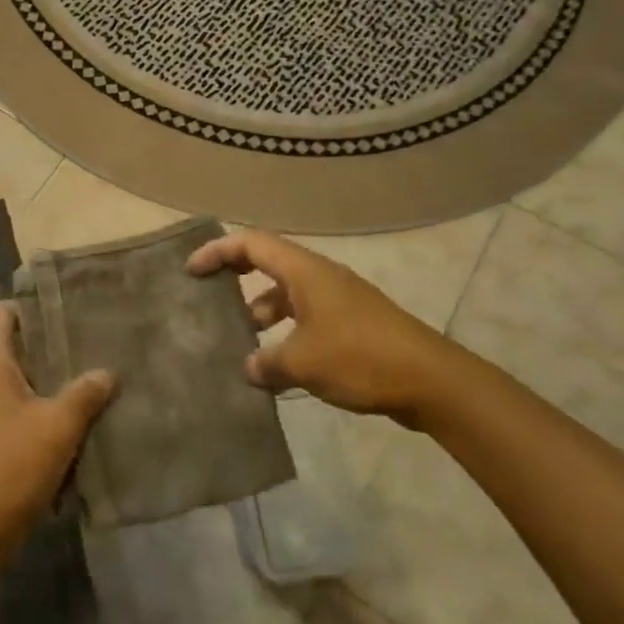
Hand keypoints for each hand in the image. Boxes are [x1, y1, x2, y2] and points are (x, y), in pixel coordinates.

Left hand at [0, 303, 116, 569]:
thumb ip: (85, 394)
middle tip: (91, 344)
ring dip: (49, 384)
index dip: (30, 306)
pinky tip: (74, 426)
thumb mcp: (57, 427)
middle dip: (50, 346)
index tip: (67, 312)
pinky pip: (15, 413)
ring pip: (17, 382)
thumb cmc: (8, 467)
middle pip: (12, 346)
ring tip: (91, 381)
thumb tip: (108, 371)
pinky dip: (41, 414)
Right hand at [187, 229, 495, 427]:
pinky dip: (286, 332)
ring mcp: (339, 300)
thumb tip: (250, 367)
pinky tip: (277, 366)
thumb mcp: (302, 362)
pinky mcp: (352, 324)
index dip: (218, 251)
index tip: (192, 270)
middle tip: (210, 297)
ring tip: (241, 343)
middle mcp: (320, 277)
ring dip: (262, 311)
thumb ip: (267, 363)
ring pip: (288, 294)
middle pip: (268, 262)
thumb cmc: (360, 357)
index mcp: (305, 271)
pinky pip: (306, 317)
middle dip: (237, 276)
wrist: (431, 380)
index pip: (252, 243)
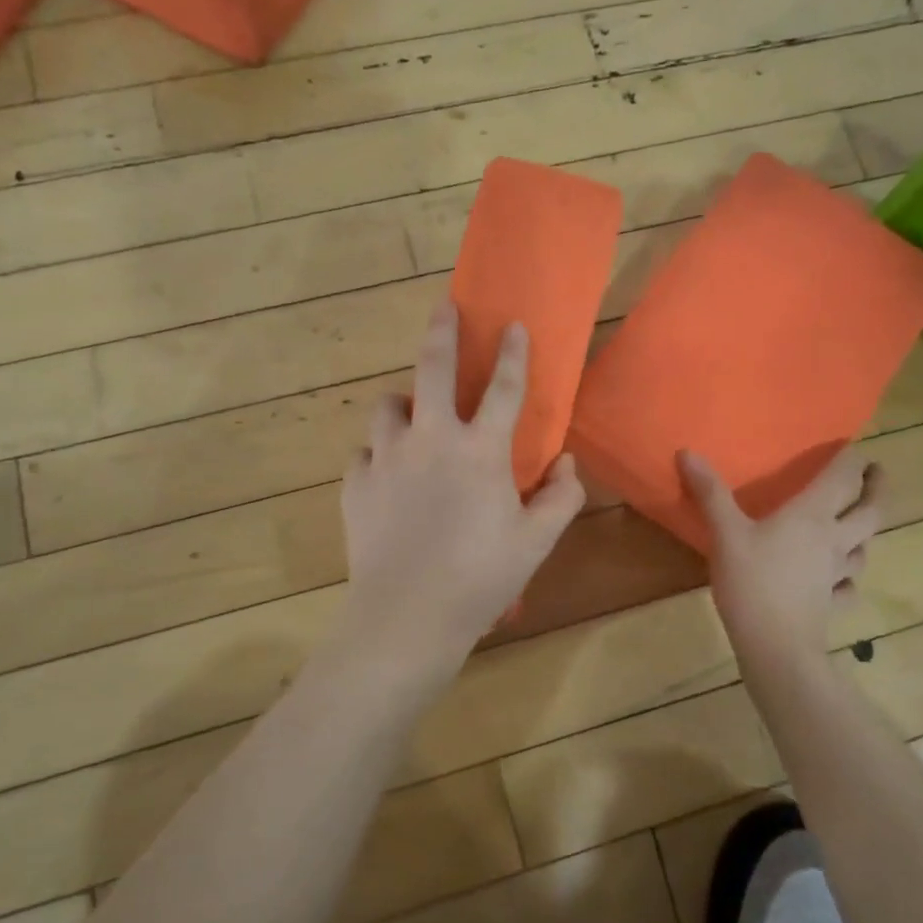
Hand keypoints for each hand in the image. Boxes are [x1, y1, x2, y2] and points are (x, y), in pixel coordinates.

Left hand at [340, 303, 586, 665]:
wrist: (407, 615)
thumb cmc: (480, 578)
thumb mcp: (536, 542)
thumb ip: (561, 497)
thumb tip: (567, 463)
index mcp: (480, 451)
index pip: (504, 389)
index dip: (514, 354)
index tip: (514, 324)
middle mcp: (431, 440)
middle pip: (432, 368)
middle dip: (441, 331)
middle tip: (443, 307)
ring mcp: (386, 458)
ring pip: (387, 406)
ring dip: (403, 402)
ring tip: (411, 415)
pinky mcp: (355, 483)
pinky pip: (364, 453)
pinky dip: (378, 454)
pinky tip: (387, 474)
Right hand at [679, 447, 884, 667]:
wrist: (776, 645)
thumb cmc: (752, 582)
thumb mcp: (725, 533)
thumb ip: (710, 493)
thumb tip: (687, 451)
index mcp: (812, 516)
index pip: (843, 478)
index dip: (850, 460)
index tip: (854, 447)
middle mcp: (834, 540)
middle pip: (870, 510)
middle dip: (877, 488)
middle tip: (876, 473)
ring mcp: (837, 574)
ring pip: (865, 547)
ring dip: (866, 531)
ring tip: (858, 523)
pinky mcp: (832, 602)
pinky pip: (848, 586)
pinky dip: (849, 578)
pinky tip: (841, 580)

□ □ □

TASK DESCRIPTION: All lines in the listing above from the line containing "middle dip: (441, 331)" to the line containing "thumb mcp: (725, 533)", inclusive, should be retyped exactly; no other lines should appear.

YOUR SOLUTION:
middle dip: (441, 331)
middle tip: (443, 307)
ring mcp: (386, 458)
ring pip: (387, 406)
ring dip: (403, 402)
ring tip: (411, 415)
pinky mcp: (355, 483)
pinky pip: (364, 453)
pinky dip: (378, 454)
pinky tip: (387, 474)
Right hand at [679, 447, 884, 667]:
wrist: (776, 645)
thumb cmc: (752, 582)
thumb mcp: (725, 533)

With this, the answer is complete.